- **Exercise directions**: Only certain lines below are wanted: those starting at the line containing "pinky pip: (805, 698)" and ending at the line containing "ring tip: (1209, 820)", both included, each retyped exactly.

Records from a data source
..........

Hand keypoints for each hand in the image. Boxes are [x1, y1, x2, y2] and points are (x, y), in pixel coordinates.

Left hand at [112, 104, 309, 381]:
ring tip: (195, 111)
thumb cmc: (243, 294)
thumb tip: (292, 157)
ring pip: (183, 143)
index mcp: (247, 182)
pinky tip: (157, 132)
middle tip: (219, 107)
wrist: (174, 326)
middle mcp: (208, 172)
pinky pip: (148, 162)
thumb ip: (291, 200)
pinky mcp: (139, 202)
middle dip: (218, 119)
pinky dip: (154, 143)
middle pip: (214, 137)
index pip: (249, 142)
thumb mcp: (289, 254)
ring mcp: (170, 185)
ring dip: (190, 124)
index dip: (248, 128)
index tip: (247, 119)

..........

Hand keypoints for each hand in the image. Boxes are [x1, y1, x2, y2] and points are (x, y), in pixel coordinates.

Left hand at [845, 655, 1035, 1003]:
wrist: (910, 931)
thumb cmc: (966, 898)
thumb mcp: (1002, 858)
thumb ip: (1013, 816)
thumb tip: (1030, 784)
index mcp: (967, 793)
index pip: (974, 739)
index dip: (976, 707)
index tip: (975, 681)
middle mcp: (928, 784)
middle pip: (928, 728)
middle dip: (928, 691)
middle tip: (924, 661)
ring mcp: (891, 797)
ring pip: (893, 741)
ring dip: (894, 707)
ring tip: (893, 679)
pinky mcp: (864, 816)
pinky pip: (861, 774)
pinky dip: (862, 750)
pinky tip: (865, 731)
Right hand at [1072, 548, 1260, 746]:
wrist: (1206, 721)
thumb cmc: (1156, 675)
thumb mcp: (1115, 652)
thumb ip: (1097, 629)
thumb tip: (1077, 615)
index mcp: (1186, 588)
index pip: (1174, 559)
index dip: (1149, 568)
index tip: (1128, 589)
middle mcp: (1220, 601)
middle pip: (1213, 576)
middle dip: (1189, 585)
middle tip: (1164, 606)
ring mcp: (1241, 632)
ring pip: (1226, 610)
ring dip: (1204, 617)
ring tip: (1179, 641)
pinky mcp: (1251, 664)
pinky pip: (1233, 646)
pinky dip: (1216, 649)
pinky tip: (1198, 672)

..........

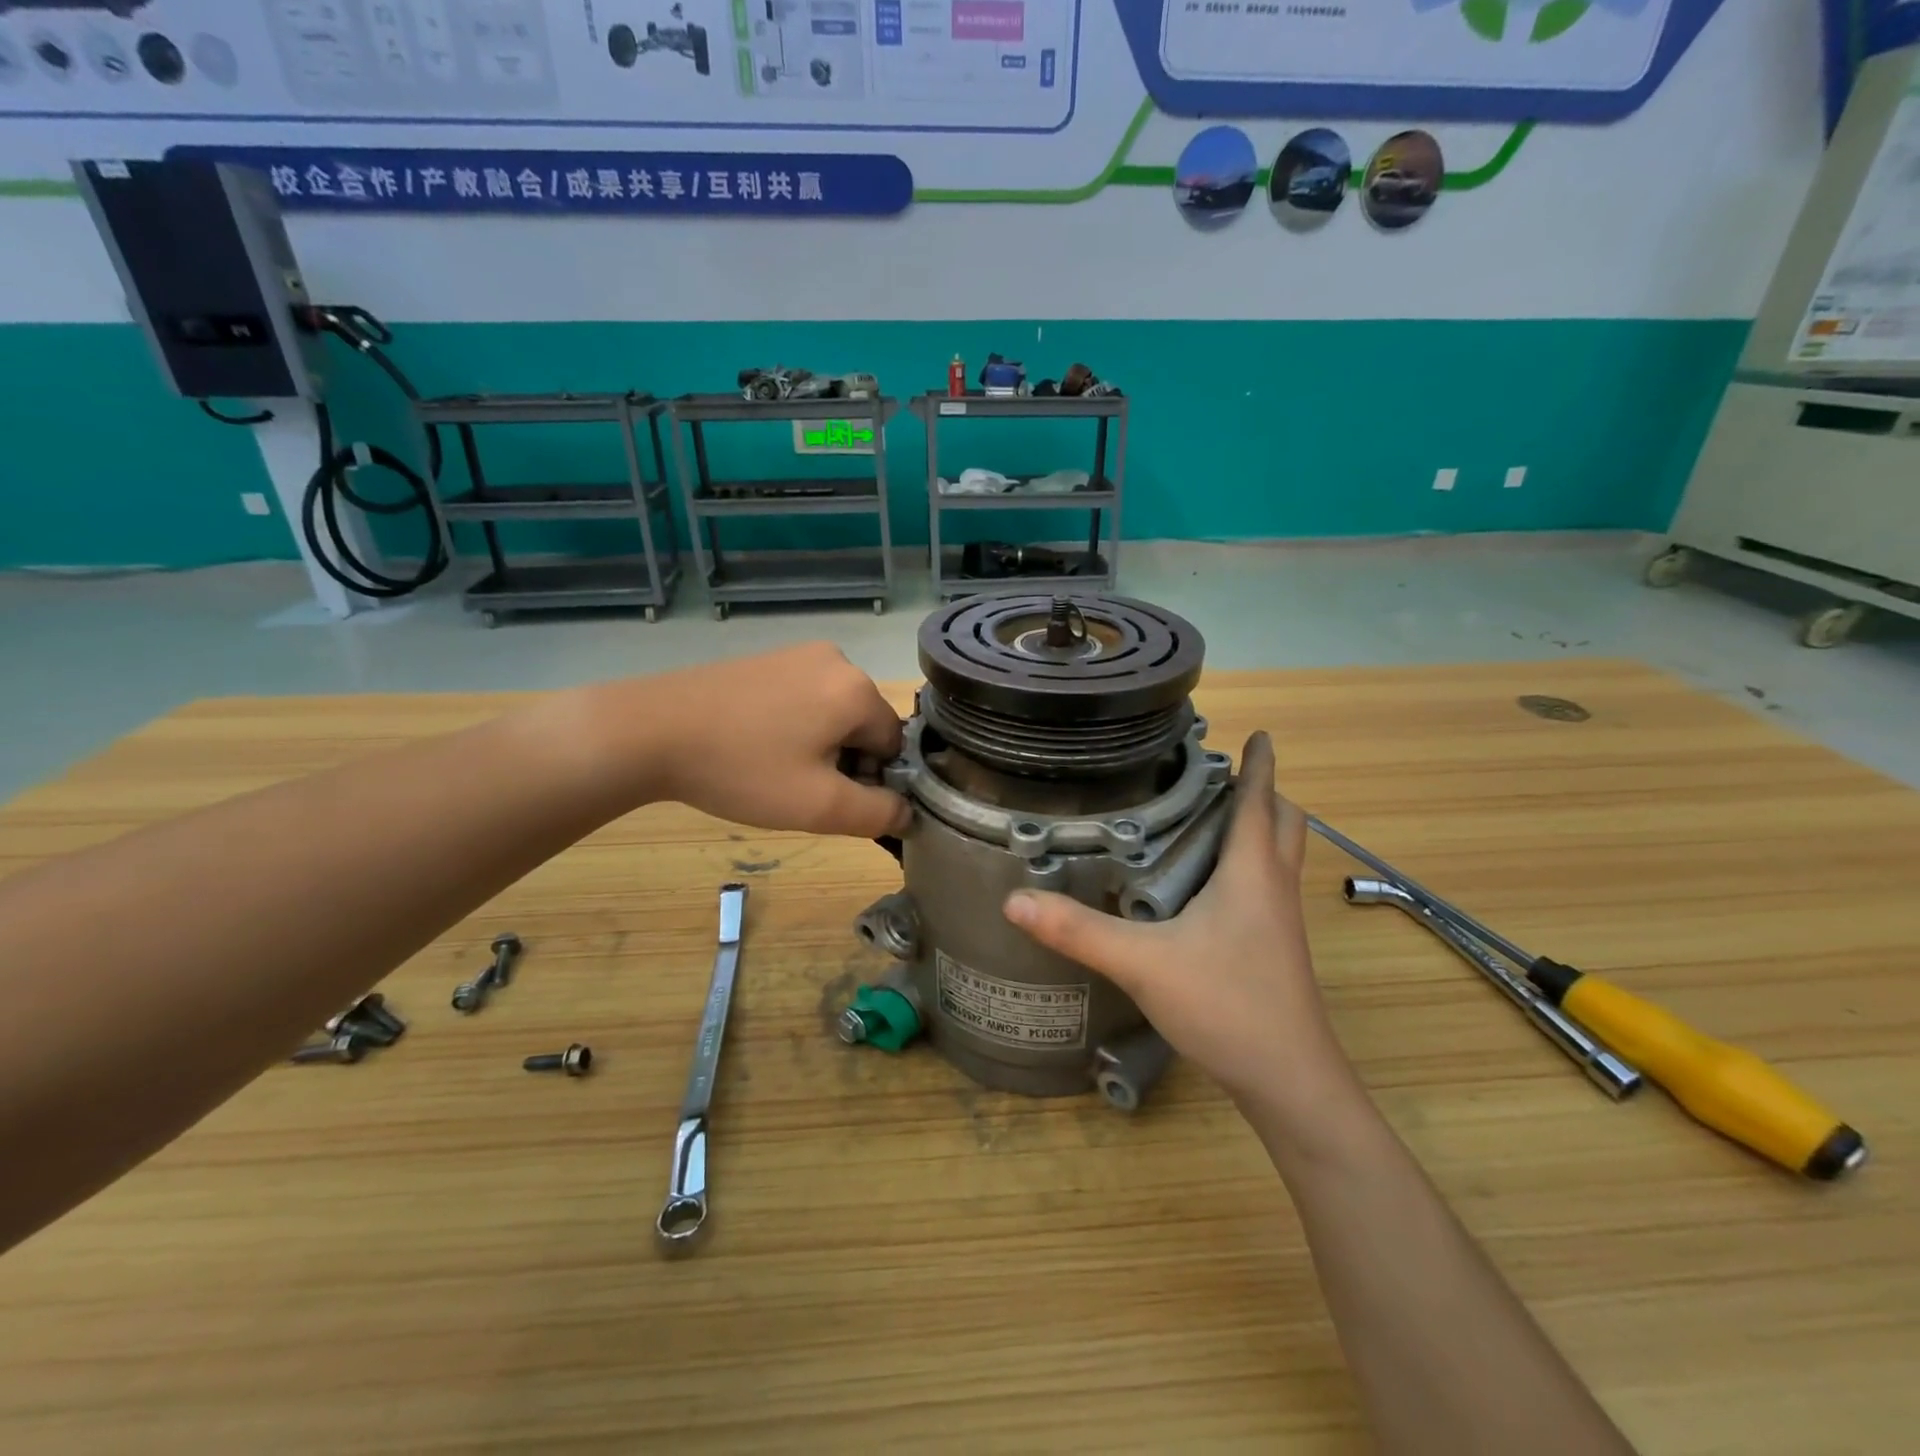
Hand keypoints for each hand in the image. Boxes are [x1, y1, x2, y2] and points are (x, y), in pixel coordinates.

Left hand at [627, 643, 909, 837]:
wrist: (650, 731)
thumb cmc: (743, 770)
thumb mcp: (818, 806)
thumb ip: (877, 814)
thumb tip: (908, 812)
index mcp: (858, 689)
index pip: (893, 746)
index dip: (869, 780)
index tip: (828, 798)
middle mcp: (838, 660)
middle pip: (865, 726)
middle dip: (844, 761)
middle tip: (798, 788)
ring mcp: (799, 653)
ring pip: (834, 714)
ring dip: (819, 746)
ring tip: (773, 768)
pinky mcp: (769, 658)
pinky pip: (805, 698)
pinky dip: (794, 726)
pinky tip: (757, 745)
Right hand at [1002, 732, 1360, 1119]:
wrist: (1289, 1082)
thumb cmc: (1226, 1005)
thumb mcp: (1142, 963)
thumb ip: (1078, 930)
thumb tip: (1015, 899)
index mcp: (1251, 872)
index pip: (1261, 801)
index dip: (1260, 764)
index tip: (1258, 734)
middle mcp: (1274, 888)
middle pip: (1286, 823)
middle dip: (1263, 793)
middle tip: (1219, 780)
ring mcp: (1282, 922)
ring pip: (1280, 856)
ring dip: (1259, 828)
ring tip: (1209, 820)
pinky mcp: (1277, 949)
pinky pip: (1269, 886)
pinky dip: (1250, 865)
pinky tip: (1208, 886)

..........

- **Expected output**:
pinky pip: (805, 698)
pinky dip: (794, 726)
pinky tip: (757, 745)
Right hand at [1002, 732, 1360, 1119]:
wrist: (1289, 1082)
thumb cmc: (1226, 1005)
thumb mcp: (1142, 963)
thumb ip: (1078, 930)
thumb tip: (1015, 899)
index mcp: (1251, 872)
index pip: (1261, 801)
index dip: (1260, 764)
index tip: (1258, 734)
middle mcp: (1274, 888)
middle pip: (1286, 823)
middle dip: (1263, 793)
middle tip: (1219, 780)
ring mcp: (1282, 922)
ring pip: (1280, 856)
ring dip: (1259, 828)
ring tip: (1209, 820)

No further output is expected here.